Çünkü Anadolu’da bu türden ilişkiler görmek mümkün değil... Sadece Anadolu’da değil ülkenin genelinde mümkün değil.

Ülkemizin neredeyse tamamında kadınların yaşamı çok zordur, doğduktan sonra ve çocukluk döneminde hizmet etmeye alıştırılırlar. Kadın nüfusumuzun çoğunluğu okutulmuyor, ekonomik özgürlüklerini kazanmaları engelleniyor ve ömürleri boyunca babaya ağabeye kocaya çocuğa hizmetle geçiyor.

Her zaman kadının boyun eğmesi bekleniyor, her zaman “evet” demesi bekleniyor, kadınlara karşı hiçbir zaman eşit bir tavır gösterilmiyor.

Aslında bu sorun tüm dünyanın genelinde olan bir sorun, ama ülkemizde bu sorun neredeyse toplumun tamamının bir sorunu. 

Hemen her ailede kızlar veya anneler hizmetçi olarak kullanılıp onlara gerekli yardım erkekler tarafından yapılmıyor.

Ülkedeki herhangi bir aileye bakın bunu göreceksiniz, babanın kocanın oğlunun damadının peşinde koşan anneler ablalar kız kardeşler gelinler göreceksiniz.

Son yıllarda gerçekleşen o kadar çok kadın cinayeti var ki, bana göre bu cinayetlerin başlıca sebebi bu, yani kadın ve kızların erkeklerin ihtiyaç ve isteklerini karşılayamaması.

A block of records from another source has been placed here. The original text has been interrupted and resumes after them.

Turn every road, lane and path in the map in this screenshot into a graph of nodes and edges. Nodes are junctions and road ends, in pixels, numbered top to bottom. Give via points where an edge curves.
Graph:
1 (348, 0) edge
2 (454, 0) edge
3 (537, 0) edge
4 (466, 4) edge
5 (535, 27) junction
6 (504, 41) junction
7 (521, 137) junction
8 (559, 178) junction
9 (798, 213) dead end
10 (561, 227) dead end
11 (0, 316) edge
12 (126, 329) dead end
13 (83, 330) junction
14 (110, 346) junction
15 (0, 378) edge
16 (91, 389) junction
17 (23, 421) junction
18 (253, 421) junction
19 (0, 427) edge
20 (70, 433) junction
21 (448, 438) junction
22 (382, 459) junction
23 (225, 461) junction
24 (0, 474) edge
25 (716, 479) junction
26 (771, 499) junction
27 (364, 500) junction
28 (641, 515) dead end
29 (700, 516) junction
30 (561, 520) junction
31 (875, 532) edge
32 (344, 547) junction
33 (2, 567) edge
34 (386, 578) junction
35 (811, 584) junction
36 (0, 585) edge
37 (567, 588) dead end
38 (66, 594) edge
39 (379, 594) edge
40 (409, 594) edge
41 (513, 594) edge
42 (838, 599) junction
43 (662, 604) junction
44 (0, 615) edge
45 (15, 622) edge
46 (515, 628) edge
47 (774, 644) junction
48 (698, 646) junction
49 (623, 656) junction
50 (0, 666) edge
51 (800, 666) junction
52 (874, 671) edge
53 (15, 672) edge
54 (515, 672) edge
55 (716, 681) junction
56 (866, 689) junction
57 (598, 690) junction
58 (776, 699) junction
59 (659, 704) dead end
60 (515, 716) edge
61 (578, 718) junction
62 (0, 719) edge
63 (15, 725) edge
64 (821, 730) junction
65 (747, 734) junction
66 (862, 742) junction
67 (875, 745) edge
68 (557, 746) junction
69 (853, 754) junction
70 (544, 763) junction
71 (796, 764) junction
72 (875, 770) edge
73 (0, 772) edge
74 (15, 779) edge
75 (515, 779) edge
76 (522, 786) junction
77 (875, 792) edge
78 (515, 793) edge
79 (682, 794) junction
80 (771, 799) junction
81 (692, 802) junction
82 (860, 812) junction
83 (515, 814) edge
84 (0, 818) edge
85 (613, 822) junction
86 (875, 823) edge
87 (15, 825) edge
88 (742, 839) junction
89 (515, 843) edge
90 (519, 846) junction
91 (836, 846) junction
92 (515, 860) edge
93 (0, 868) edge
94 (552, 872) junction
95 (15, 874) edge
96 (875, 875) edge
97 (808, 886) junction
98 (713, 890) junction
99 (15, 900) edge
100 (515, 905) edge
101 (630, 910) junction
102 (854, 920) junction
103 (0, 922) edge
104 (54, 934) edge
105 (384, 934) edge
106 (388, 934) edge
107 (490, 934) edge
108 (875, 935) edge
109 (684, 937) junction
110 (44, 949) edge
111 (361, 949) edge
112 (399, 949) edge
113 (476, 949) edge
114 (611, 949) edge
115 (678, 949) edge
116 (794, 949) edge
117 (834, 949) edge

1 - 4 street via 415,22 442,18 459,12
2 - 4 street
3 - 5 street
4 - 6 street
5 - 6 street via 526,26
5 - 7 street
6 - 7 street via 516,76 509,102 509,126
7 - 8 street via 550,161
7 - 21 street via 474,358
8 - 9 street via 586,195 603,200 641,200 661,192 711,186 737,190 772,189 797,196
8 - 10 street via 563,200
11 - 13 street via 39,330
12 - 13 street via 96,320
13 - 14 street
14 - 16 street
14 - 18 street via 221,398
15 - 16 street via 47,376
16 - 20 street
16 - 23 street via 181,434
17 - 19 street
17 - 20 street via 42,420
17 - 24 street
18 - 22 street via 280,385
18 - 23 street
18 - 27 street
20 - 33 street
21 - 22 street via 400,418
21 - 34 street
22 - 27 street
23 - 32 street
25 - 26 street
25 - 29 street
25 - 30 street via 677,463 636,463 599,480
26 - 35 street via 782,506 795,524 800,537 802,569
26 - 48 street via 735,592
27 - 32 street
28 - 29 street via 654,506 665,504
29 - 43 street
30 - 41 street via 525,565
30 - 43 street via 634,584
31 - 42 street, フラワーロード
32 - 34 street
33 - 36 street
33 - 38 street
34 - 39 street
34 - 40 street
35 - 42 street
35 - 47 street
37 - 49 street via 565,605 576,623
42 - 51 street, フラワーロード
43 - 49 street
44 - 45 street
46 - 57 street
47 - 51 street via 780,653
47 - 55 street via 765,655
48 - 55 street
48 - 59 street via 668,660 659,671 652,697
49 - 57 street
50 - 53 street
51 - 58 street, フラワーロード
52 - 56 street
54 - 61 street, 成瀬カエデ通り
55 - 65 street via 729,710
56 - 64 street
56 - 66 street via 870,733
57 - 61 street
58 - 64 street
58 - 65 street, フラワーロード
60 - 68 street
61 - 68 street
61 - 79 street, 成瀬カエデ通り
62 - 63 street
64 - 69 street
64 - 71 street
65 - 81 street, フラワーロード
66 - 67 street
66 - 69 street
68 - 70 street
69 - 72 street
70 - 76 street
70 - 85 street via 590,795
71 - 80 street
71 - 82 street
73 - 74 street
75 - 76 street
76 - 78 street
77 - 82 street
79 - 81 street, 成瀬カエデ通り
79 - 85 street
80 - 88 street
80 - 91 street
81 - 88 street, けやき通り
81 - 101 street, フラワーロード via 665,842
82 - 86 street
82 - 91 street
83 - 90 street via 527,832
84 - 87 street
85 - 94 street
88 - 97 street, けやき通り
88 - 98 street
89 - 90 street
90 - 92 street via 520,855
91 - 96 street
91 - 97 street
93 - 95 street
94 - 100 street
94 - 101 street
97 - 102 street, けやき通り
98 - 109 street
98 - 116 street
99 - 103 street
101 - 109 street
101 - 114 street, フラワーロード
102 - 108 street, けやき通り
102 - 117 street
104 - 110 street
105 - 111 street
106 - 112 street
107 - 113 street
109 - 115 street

Çocuklar, aileleri tarafından; erkek çocuk hizmet edilecek kişi, kız çocuksa hizmet eden olarak yetiştiriliyor.

Aslında insanımız işini kendi görecek şekilde yetiştirilse sorun yok, özellikle erkeklerimiz işlerini başkası yapacak şekilde alıştırılıyor ve bunu ömür boyu kadın cinsinden bekliyor.

Ben, kişinin işini kendisi göremeyecek kadar yaşlı, işini kendi göremeyecek kadar çocuk veya işini kendi göremeyecek kadar engeli olmadığı sürece kimseye hizmet edilmemesi taraftarıyım.

Benim gibi bir engelli olup, hatta sağlık bakımından benden daha iyi durumda olduğu halde yapabileceği bir işi anne babasına kardeşine karısına bakıcısına yaptıran birçok engelli arkadaşım var. 

Ben sol tarafı felç kendini idare edemeyen bir engelli olarak, kendim yapabileceğim bir işi başkasına kesinlikle yaptırmam ve hiçbir zaman bu duruşumdan vazgeçmeyi düşünmüyorum.